What is required:
Copy all of the data below without altering a single line.

*** Opening of Data excerpts ***

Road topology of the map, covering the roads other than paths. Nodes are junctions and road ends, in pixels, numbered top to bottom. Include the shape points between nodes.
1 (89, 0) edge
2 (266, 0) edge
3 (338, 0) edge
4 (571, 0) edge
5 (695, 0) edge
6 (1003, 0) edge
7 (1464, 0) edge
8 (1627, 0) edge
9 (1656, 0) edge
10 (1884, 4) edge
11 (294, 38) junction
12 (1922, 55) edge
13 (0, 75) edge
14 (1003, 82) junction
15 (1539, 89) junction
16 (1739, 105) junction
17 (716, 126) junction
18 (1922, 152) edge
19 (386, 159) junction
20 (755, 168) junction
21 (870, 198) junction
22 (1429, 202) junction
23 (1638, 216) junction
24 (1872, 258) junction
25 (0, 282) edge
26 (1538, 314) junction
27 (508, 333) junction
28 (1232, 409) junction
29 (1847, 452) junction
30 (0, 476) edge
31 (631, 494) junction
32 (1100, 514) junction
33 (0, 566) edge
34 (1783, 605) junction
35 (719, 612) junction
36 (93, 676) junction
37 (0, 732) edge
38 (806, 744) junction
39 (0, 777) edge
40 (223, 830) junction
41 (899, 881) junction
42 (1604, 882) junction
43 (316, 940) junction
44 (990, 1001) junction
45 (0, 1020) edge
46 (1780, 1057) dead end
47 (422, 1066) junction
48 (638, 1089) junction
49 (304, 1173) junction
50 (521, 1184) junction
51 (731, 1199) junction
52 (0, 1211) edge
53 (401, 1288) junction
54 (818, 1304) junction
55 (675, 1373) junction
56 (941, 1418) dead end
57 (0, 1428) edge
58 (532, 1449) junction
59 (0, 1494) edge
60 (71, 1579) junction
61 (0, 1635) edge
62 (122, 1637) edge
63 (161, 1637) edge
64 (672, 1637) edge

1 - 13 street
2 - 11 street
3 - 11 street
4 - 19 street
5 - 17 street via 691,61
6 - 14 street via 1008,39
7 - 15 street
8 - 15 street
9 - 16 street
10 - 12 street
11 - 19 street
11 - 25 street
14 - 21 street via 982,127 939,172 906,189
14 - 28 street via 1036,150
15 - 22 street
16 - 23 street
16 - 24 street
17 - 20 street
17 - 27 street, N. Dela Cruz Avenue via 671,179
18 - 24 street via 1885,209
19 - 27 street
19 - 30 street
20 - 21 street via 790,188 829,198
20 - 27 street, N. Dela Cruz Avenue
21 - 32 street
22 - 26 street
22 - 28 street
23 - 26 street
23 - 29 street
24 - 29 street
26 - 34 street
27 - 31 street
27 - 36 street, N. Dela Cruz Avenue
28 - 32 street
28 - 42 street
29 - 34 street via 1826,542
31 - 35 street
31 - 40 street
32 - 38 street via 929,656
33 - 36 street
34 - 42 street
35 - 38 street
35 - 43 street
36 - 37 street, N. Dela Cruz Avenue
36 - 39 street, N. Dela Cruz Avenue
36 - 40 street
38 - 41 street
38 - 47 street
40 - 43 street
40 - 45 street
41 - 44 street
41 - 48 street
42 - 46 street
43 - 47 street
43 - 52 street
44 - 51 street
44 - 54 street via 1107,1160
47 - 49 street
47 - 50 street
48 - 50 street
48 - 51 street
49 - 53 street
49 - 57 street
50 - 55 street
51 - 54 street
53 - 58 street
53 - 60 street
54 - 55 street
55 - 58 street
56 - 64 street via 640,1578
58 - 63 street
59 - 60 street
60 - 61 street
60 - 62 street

*** Close of Data excerpts ***

The answer:
Road topology of the map, covering the roads other than paths. Nodes are junctions and road ends, in pixels, numbered top to bottom. Include the shape points between nodes.
1 (89, 0) edge
2 (266, 0) edge
3 (338, 0) edge
4 (571, 0) edge
5 (695, 0) edge
6 (1003, 0) edge
7 (1464, 0) edge
8 (1627, 0) edge
9 (1656, 0) edge
10 (1884, 4) edge
11 (294, 38) junction
12 (1922, 55) edge
13 (0, 75) edge
14 (1003, 82) junction
15 (1539, 89) junction
16 (1739, 105) junction
17 (716, 126) junction
18 (1922, 152) edge
19 (386, 159) junction
20 (755, 168) junction
21 (870, 198) junction
22 (1429, 202) junction
23 (1638, 216) junction
24 (1872, 258) junction
25 (0, 282) edge
26 (1538, 314) junction
27 (508, 333) junction
28 (1232, 409) junction
29 (1847, 452) junction
30 (0, 476) edge
31 (631, 494) junction
32 (1100, 514) junction
33 (0, 566) edge
34 (1783, 605) junction
35 (719, 612) junction
36 (93, 676) junction
37 (0, 732) edge
38 (806, 744) junction
39 (0, 777) edge
40 (223, 830) junction
41 (899, 881) junction
42 (1604, 882) junction
43 (316, 940) junction
44 (990, 1001) junction
45 (0, 1020) edge
46 (1780, 1057) dead end
47 (422, 1066) junction
48 (638, 1089) junction
49 (304, 1173) junction
50 (521, 1184) junction
51 (731, 1199) junction
52 (0, 1211) edge
53 (401, 1288) junction
54 (818, 1304) junction
55 (675, 1373) junction
56 (941, 1418) dead end
57 (0, 1428) edge
58 (532, 1449) junction
59 (0, 1494) edge
60 (71, 1579) junction
61 (0, 1635) edge
62 (122, 1637) edge
63 (161, 1637) edge
64 (672, 1637) edge

1 - 13 street
2 - 11 street
3 - 11 street
4 - 19 street
5 - 17 street via 691,61
6 - 14 street via 1008,39
7 - 15 street
8 - 15 street
9 - 16 street
10 - 12 street
11 - 19 street
11 - 25 street
14 - 21 street via 982,127 939,172 906,189
14 - 28 street via 1036,150
15 - 22 street
16 - 23 street
16 - 24 street
17 - 20 street
17 - 27 street, N. Dela Cruz Avenue via 671,179
18 - 24 street via 1885,209
19 - 27 street
19 - 30 street
20 - 21 street via 790,188 829,198
20 - 27 street, N. Dela Cruz Avenue
21 - 32 street
22 - 26 street
22 - 28 street
23 - 26 street
23 - 29 street
24 - 29 street
26 - 34 street
27 - 31 street
27 - 36 street, N. Dela Cruz Avenue
28 - 32 street
28 - 42 street
29 - 34 street via 1826,542
31 - 35 street
31 - 40 street
32 - 38 street via 929,656
33 - 36 street
34 - 42 street
35 - 38 street
35 - 43 street
36 - 37 street, N. Dela Cruz Avenue
36 - 39 street, N. Dela Cruz Avenue
36 - 40 street
38 - 41 street
38 - 47 street
40 - 43 street
40 - 45 street
41 - 44 street
41 - 48 street
42 - 46 street
43 - 47 street
43 - 52 street
44 - 51 street
44 - 54 street via 1107,1160
47 - 49 street
47 - 50 street
48 - 50 street
48 - 51 street
49 - 53 street
49 - 57 street
50 - 55 street
51 - 54 street
53 - 58 street
53 - 60 street
54 - 55 street
55 - 58 street
56 - 64 street via 640,1578
58 - 63 street
59 - 60 street
60 - 61 street
60 - 62 street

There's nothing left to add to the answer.